■ Try it ■
An image-free, exact copy of the records below is required.

=======

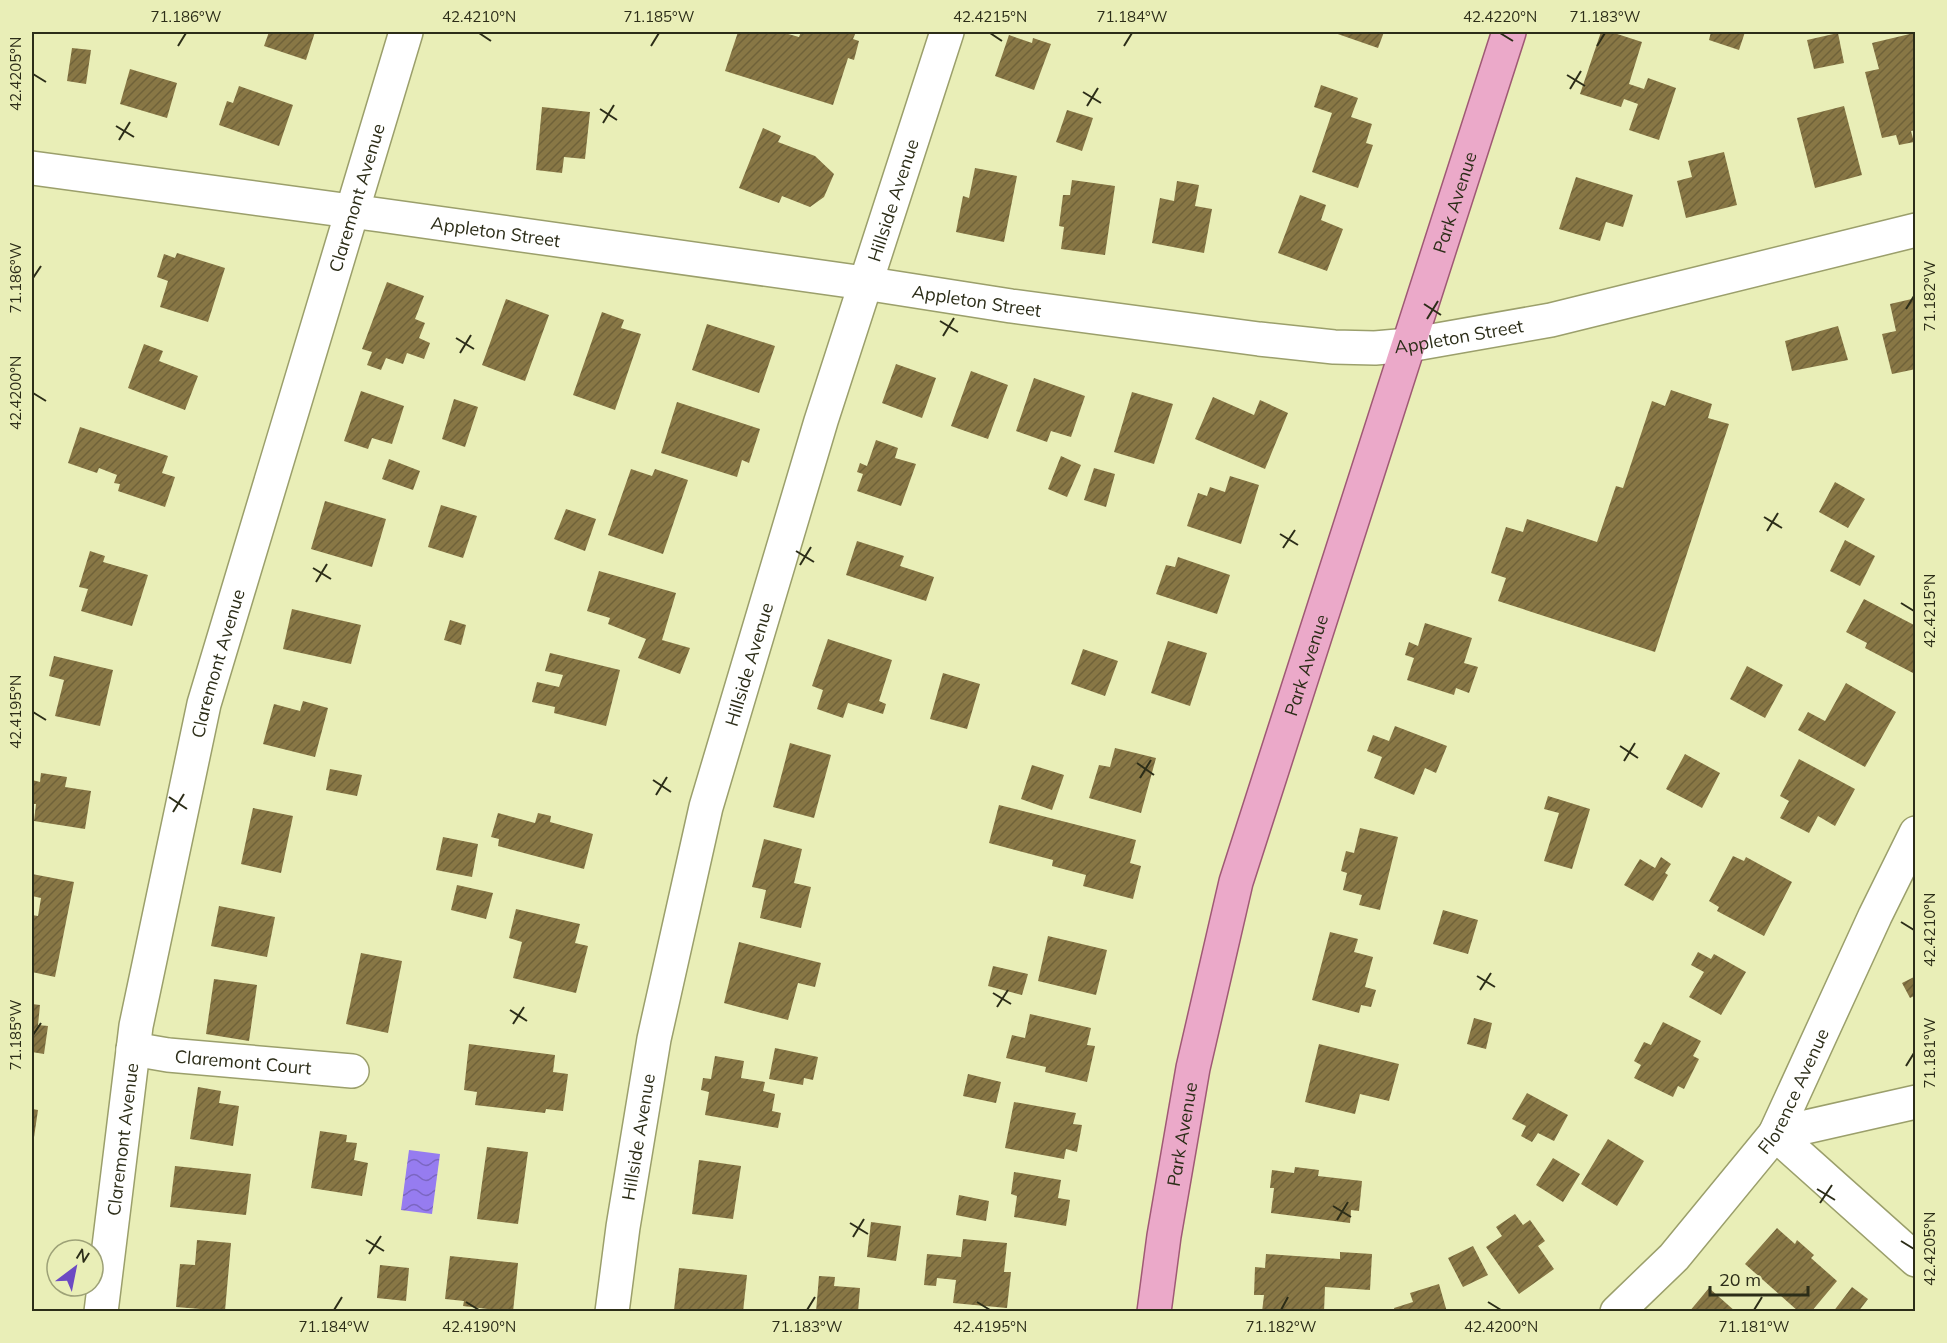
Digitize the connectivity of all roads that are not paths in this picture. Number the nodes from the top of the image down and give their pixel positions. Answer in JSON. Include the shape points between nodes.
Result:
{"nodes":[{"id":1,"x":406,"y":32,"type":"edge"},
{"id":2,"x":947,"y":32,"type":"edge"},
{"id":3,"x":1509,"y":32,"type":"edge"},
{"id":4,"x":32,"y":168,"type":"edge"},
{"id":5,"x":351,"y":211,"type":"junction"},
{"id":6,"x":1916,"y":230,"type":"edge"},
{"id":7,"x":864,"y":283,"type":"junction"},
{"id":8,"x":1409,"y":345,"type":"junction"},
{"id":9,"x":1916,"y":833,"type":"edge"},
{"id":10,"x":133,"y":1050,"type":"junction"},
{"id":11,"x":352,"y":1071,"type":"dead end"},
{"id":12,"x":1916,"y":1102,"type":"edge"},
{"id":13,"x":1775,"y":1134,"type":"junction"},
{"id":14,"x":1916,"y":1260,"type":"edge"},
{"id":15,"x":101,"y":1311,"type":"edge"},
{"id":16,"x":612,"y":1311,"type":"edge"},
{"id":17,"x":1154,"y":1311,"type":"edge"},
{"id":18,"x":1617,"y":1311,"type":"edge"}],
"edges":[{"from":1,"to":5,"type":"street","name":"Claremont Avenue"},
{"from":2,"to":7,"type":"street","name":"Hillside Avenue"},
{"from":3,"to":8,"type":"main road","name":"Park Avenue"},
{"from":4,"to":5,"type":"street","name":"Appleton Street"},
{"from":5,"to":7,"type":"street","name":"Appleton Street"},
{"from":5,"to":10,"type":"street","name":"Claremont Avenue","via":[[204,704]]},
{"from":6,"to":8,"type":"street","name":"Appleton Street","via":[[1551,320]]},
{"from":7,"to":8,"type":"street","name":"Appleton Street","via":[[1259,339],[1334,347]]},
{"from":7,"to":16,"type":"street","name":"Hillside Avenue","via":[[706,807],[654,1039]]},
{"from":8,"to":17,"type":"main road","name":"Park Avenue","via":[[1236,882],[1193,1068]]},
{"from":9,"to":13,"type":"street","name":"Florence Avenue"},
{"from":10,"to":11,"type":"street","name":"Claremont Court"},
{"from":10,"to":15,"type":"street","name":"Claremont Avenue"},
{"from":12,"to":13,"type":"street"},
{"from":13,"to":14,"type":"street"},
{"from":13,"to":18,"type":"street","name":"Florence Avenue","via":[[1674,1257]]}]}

=======

■ Exercise output ■
Digitize the connectivity of all roads that are not paths in this picture. Number the nodes from the top of the image down and give their pixel positions. Answer in JSON. Include the shape points between nodes.
Result:
{"nodes":[{"id":1,"x":406,"y":32,"type":"edge"},
{"id":2,"x":947,"y":32,"type":"edge"},
{"id":3,"x":1509,"y":32,"type":"edge"},
{"id":4,"x":32,"y":168,"type":"edge"},
{"id":5,"x":351,"y":211,"type":"junction"},
{"id":6,"x":1916,"y":230,"type":"edge"},
{"id":7,"x":864,"y":283,"type":"junction"},
{"id":8,"x":1409,"y":345,"type":"junction"},
{"id":9,"x":1916,"y":833,"type":"edge"},
{"id":10,"x":133,"y":1050,"type":"junction"},
{"id":11,"x":352,"y":1071,"type":"dead end"},
{"id":12,"x":1916,"y":1102,"type":"edge"},
{"id":13,"x":1775,"y":1134,"type":"junction"},
{"id":14,"x":1916,"y":1260,"type":"edge"},
{"id":15,"x":101,"y":1311,"type":"edge"},
{"id":16,"x":612,"y":1311,"type":"edge"},
{"id":17,"x":1154,"y":1311,"type":"edge"},
{"id":18,"x":1617,"y":1311,"type":"edge"}],
"edges":[{"from":1,"to":5,"type":"street","name":"Claremont Avenue"},
{"from":2,"to":7,"type":"street","name":"Hillside Avenue"},
{"from":3,"to":8,"type":"main road","name":"Park Avenue"},
{"from":4,"to":5,"type":"street","name":"Appleton Street"},
{"from":5,"to":7,"type":"street","name":"Appleton Street"},
{"from":5,"to":10,"type":"street","name":"Claremont Avenue","via":[[204,704]]},
{"from":6,"to":8,"type":"street","name":"Appleton Street","via":[[1551,320]]},
{"from":7,"to":8,"type":"street","name":"Appleton Street","via":[[1259,339],[1334,347]]},
{"from":7,"to":16,"type":"street","name":"Hillside Avenue","via":[[706,807],[654,1039]]},
{"from":8,"to":17,"type":"main road","name":"Park Avenue","via":[[1236,882],[1193,1068]]},
{"from":9,"to":13,"type":"street","name":"Florence Avenue"},
{"from":10,"to":11,"type":"street","name":"Claremont Court"},
{"from":10,"to":15,"type":"street","name":"Claremont Avenue"},
{"from":12,"to":13,"type":"street"},
{"from":13,"to":14,"type":"street"},
{"from":13,"to":18,"type":"street","name":"Florence Avenue","via":[[1674,1257]]}]}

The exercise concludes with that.